## Problem description
Every line of the data that contains the string "Sneltvedtvegen" must be copied.

Stored items
───

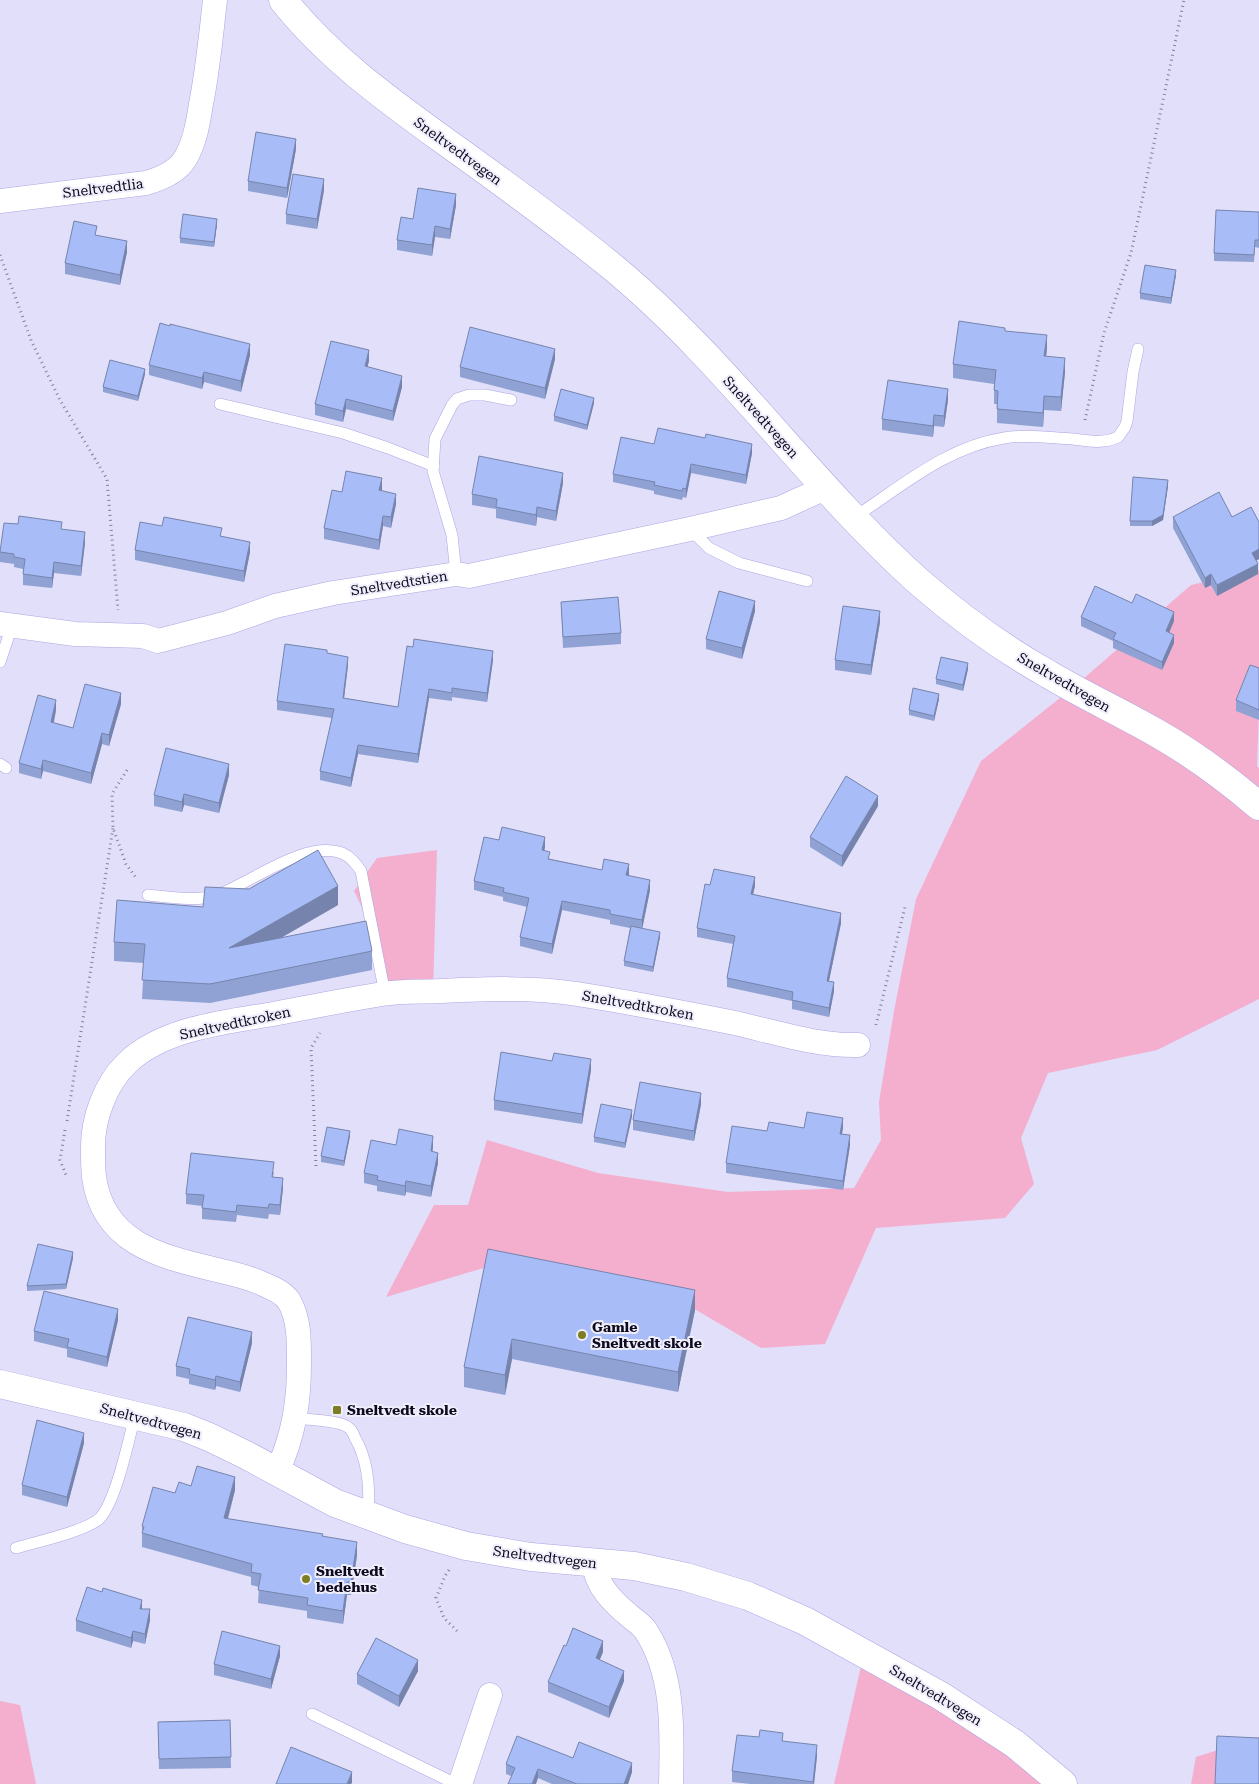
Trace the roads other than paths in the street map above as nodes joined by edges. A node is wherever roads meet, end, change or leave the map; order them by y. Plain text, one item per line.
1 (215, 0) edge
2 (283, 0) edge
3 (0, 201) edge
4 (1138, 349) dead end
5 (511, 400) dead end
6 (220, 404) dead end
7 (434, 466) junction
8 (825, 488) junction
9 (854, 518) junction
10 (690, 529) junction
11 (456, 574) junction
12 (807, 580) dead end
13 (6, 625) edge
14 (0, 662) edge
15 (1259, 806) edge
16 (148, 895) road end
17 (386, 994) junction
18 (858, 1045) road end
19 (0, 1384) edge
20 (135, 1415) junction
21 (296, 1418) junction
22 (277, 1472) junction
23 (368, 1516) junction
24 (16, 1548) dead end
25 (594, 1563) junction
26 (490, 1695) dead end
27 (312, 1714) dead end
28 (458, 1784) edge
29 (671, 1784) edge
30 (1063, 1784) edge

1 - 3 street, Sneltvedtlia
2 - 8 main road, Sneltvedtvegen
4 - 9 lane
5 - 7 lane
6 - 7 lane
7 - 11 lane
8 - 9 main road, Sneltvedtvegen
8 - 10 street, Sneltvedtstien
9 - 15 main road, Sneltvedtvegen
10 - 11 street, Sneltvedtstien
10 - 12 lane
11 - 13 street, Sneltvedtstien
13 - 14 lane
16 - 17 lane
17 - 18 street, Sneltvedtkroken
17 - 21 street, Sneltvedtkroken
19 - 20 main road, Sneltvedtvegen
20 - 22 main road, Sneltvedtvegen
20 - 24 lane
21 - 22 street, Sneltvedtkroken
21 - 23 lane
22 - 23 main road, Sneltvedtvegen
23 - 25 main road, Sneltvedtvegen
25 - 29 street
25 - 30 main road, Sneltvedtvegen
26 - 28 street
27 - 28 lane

───

## Exercise solution
2 - 8 main road, Sneltvedtvegen
8 - 9 main road, Sneltvedtvegen
9 - 15 main road, Sneltvedtvegen
19 - 20 main road, Sneltvedtvegen
20 - 22 main road, Sneltvedtvegen
22 - 23 main road, Sneltvedtvegen
23 - 25 main road, Sneltvedtvegen
25 - 30 main road, Sneltvedtvegen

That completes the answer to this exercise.